→ PROBLEM TO WORK ON
Extract every line of the material that holds the string "numbered".

→ INPUT MATERIAL
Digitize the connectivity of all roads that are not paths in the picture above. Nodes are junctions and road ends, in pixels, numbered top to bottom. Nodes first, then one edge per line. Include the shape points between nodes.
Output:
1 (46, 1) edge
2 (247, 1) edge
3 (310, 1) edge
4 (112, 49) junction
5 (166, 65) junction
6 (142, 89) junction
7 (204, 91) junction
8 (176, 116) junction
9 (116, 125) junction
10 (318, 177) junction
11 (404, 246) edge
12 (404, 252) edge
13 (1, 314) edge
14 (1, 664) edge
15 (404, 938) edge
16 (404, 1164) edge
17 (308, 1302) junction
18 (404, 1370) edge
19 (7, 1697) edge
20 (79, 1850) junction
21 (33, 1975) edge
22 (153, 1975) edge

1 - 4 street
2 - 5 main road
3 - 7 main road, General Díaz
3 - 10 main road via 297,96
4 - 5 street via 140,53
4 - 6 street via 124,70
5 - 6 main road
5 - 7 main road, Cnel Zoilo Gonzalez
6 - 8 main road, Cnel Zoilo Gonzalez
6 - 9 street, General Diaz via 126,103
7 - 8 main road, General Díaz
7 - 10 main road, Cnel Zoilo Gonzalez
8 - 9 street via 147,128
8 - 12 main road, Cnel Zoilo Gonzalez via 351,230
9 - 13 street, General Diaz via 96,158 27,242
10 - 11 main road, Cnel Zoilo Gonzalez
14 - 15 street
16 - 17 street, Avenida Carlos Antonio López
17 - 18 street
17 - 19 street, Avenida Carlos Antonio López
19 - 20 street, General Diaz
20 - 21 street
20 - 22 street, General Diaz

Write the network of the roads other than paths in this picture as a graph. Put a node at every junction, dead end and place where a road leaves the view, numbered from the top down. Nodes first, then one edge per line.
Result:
--
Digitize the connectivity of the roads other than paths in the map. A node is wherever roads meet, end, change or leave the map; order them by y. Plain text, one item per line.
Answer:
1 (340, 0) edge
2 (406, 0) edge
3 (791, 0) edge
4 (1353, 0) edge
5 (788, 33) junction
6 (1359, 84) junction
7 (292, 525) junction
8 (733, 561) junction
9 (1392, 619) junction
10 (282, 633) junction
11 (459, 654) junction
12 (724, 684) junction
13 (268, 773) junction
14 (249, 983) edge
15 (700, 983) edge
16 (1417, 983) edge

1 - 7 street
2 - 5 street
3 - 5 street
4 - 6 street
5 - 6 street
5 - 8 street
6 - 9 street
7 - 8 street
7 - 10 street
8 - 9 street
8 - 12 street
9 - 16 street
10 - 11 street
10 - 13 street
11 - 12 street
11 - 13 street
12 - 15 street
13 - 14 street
---
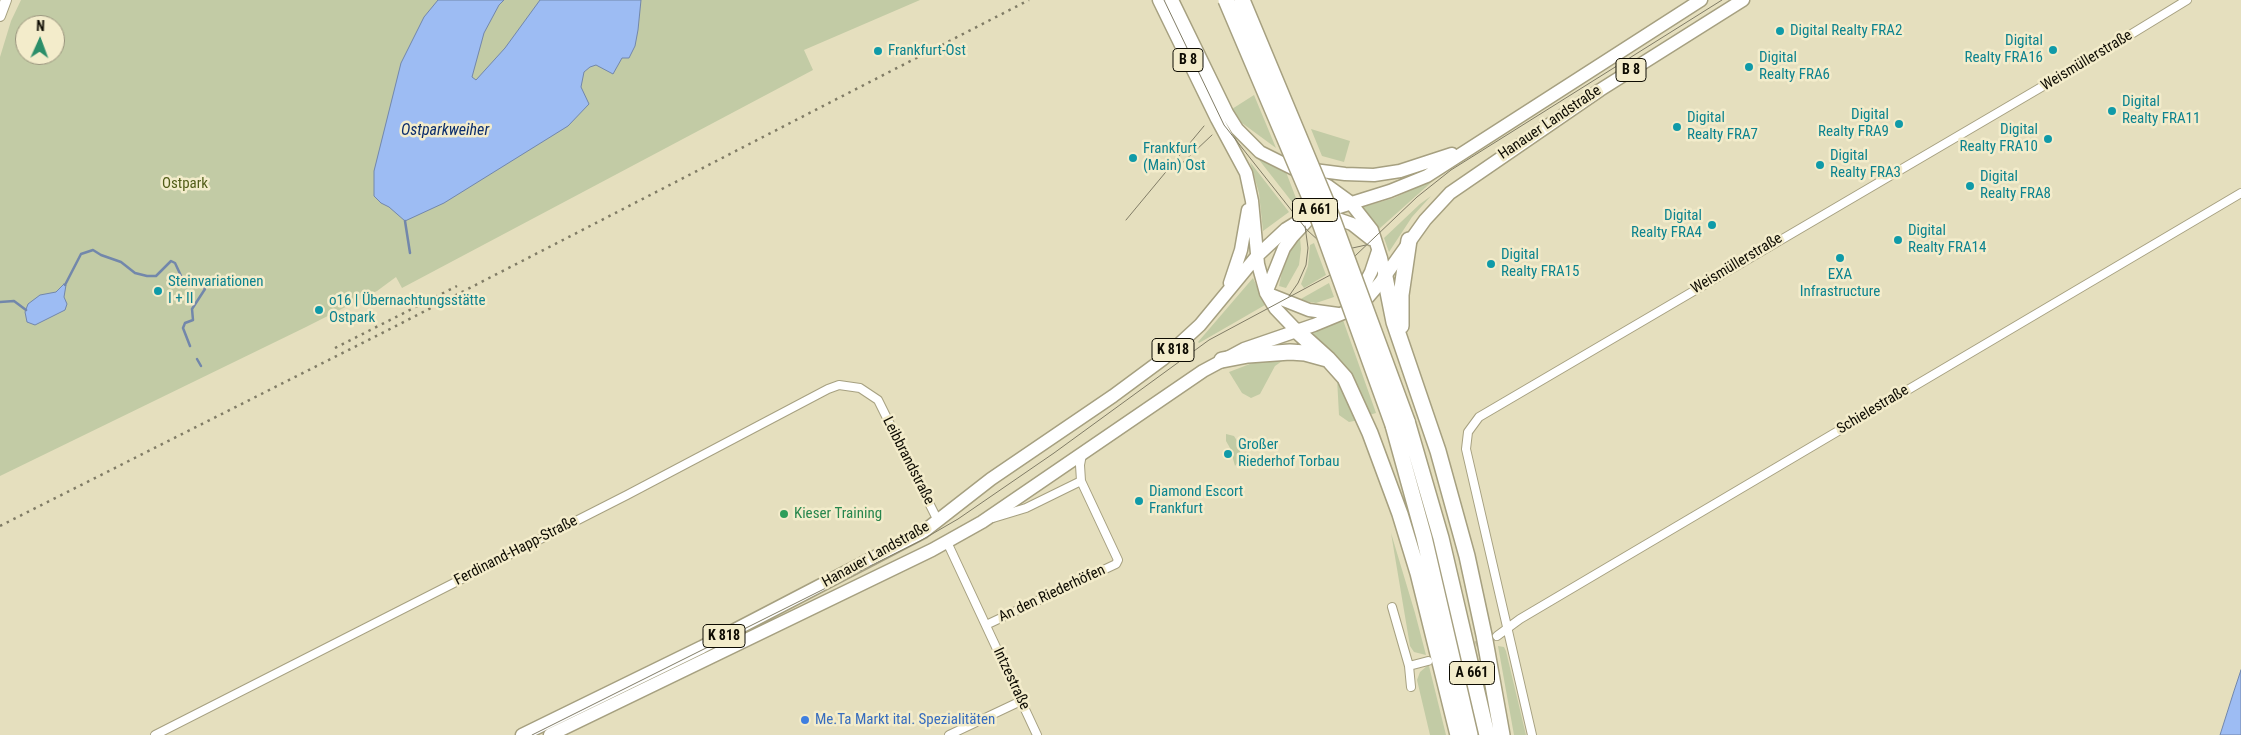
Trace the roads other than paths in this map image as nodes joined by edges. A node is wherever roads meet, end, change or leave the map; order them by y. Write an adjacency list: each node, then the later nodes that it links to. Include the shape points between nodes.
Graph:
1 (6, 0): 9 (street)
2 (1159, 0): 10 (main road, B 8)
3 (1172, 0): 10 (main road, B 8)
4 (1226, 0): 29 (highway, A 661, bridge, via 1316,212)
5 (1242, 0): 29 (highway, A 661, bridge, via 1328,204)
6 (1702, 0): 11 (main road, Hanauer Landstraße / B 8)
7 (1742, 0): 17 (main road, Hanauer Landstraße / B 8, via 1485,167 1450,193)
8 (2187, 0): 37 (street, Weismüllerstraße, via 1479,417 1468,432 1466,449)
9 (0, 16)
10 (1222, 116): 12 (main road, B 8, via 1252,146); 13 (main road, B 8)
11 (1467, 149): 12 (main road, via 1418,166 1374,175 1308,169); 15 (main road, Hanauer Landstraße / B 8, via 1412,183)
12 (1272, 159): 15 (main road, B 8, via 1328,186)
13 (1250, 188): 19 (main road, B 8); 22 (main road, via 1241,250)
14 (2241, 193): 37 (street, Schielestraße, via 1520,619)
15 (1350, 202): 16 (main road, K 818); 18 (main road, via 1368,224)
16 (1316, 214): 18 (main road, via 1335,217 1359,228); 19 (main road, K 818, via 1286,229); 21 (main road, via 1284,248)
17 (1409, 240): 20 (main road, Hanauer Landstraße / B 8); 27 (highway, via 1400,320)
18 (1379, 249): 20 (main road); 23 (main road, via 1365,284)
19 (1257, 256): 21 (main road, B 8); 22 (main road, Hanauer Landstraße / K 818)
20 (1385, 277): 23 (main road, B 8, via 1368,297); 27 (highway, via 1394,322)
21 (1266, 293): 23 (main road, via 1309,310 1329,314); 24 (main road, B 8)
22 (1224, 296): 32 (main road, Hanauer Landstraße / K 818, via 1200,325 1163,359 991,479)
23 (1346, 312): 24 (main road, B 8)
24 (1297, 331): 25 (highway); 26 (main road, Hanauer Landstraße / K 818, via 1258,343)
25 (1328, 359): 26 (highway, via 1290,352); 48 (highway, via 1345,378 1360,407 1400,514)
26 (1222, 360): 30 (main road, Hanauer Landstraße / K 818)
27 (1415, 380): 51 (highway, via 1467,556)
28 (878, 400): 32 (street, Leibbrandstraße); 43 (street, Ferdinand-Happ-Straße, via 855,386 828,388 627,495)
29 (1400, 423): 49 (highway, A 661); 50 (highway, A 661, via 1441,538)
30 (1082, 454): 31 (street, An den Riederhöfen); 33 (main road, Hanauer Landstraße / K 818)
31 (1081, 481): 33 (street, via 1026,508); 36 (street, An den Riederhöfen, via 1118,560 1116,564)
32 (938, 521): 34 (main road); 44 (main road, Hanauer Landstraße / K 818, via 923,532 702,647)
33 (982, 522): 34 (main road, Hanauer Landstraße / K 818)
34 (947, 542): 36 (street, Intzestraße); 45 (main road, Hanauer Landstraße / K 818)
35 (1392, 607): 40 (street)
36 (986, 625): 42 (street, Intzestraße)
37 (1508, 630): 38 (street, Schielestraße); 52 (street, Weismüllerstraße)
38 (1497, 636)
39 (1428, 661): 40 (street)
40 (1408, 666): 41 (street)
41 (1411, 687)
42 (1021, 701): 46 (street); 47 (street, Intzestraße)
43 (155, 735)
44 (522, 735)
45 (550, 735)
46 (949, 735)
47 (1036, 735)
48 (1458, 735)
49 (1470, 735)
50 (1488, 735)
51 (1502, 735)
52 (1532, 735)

→ ANSWER TO THE PROBLEM
Digitize the connectivity of all roads that are not paths in the picture above. Nodes are junctions and road ends, in pixels, numbered top to bottom. Nodes first, then one edge per line. Include the shape points between nodes.
Write the network of the roads other than paths in this picture as a graph. Put a node at every junction, dead end and place where a road leaves the view, numbered from the top down. Nodes first, then one edge per line.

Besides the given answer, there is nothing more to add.